Happy John Muir Day!

Muir, known as the "Father of National Parks," is honored in this 1998 stamp as a pioneer for nature preservation. Courtesy of the National Postal Museum.

Muir, known as the "Father of National Parks," is honored in this 1998 stamp for his pioneering work in nature preservation. © United States Postal Service. All rights reserved.

John Muir (1838-1914) is remembered as one of the country’s best conservationists, responsible for inspiring some of the country’s earliest conservation legislation with his writings about nature and his travels around the world. Today, Muir would have turned 172. In California, residents still celebrate John Muir Day to recognize his contributions to preservation.

But long before he took on conservation as a cause, Muir was an inventive craftsman whose job almost made him lose the very gift that made him such a successful conservationist: his sight.

In 1897 1867, John Muir, a Scottish immigrant, was working as an engineer at a carriage factory in Indianapolis. Inventive by nature, Muir was charged with creating a way to produce the carriage parts more efficiently.
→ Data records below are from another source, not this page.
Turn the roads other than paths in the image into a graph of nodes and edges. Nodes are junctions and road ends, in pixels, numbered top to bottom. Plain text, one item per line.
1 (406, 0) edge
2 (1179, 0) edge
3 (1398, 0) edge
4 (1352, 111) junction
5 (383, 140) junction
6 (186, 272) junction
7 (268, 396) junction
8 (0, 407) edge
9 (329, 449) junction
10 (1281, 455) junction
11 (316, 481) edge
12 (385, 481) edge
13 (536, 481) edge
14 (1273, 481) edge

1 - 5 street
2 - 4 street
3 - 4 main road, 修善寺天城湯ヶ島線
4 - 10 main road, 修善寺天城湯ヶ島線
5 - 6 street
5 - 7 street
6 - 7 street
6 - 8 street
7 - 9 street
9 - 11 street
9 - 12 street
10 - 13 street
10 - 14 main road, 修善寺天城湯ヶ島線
But on March 5, an awl (a sharp hand tool) pierced the 28-year-old’s right eye, and immediately, both of his eyes went blind.

Bedridden, Muir vowed to leave factory work and travel the world if he regained his ability to see. Miraculously, he did two weeks later, and set out on one of the earliest of his most famous travels: a 1,000 mile walk to Cuba.

His journal from that trip turned into a book, called A Thousand Mile Walk Into the Gulf, which chronicled his journey as he sketched new plants, explored Mammoth Cave, slept in a Georgia cemetery and fought off malaria.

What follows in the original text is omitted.